The deafening silence on Leah and the
worrisome apathy on the Chibok girls confirm what we have always suspected:
that the political process in Nigeria does not serve the Nigerian. It only
serves our politicians as they cut their deals and betray one
another. Some countries are ready to go to war because one, just one of
their citizens has been abducted. But, here in Nigeria, hundreds may be
killed, as we saw in the states of the middle belt of Nigeria, while their
murderers are rewarded.*Cardinal Okogie |
We keep hoping that our political actors will
stop and ponder and ask themselves if there is any man or woman of integrity
among them. We hope that they will not turn a deaf ear to the voice of
conscience, the voice that whispers in every human heart: do good, avoid evil.
Let us not forget Leah.

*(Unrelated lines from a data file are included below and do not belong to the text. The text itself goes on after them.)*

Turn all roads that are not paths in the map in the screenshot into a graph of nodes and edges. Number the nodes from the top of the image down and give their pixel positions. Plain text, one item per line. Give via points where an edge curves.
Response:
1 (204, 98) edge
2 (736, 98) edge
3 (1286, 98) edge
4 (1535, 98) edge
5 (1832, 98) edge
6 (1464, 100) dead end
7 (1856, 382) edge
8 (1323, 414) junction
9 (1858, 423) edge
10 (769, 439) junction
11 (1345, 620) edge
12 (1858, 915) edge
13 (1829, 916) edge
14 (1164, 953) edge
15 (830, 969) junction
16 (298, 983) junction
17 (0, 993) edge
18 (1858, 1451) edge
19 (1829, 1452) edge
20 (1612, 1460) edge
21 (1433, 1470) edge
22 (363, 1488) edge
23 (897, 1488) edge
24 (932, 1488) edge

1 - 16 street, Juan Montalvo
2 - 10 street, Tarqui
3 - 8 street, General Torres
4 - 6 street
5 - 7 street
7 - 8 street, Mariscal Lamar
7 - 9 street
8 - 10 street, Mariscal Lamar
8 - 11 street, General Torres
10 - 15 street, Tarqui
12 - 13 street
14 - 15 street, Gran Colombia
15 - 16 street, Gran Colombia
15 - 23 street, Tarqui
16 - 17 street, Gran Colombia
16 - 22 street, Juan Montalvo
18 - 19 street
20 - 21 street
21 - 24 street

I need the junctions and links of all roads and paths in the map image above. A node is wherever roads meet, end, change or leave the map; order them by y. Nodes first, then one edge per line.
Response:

Let us not forget
the Chibok girls. Let us not forget those who lost their lives during the
recently conducted elections, those whose blood was shed because some of their
fellow citizens were scrambling for Nigeria’s wealth. Their blood, like
the blood of Abel, accusing Cain, the brother who kills, cries for
vengeance. Their undeserved death questions the morality of our
politicians and of the fake pastors and false prophets working for them, using
the name of God and the sacred text of Scripture at every available
opportunity, to propagate falsehood.
While the ruling party, the opposition party,
their candidates declared as winners and their candidates declared as losers,
cling their glasses and lick their wounds, we Nigerians must not fail to
interrogate ourselves. What must we do to prevent a recurrence of this
brigandage, the scandalous conduct and statistically impossible results of the
recent elections? To leave things this way is to leave our land, our
children and our children’s children to a future of instability and arrested
development. What can we do to rescue the electoral process in
Nigeria? What can we do to rescue Leah and the Chibok girls—symbols of our
captivity as a nation? What can we do to rescue our land itself from
evil-minded politicians?
We have a moral burden on our back. Ours
is an obligation we must not neglect to build a better Nigeria, a Nigeria where
politics is service and not robbery, a Nigeria where no region dominates or is
dominated, a Nigeria where there is no apprehension because of elections.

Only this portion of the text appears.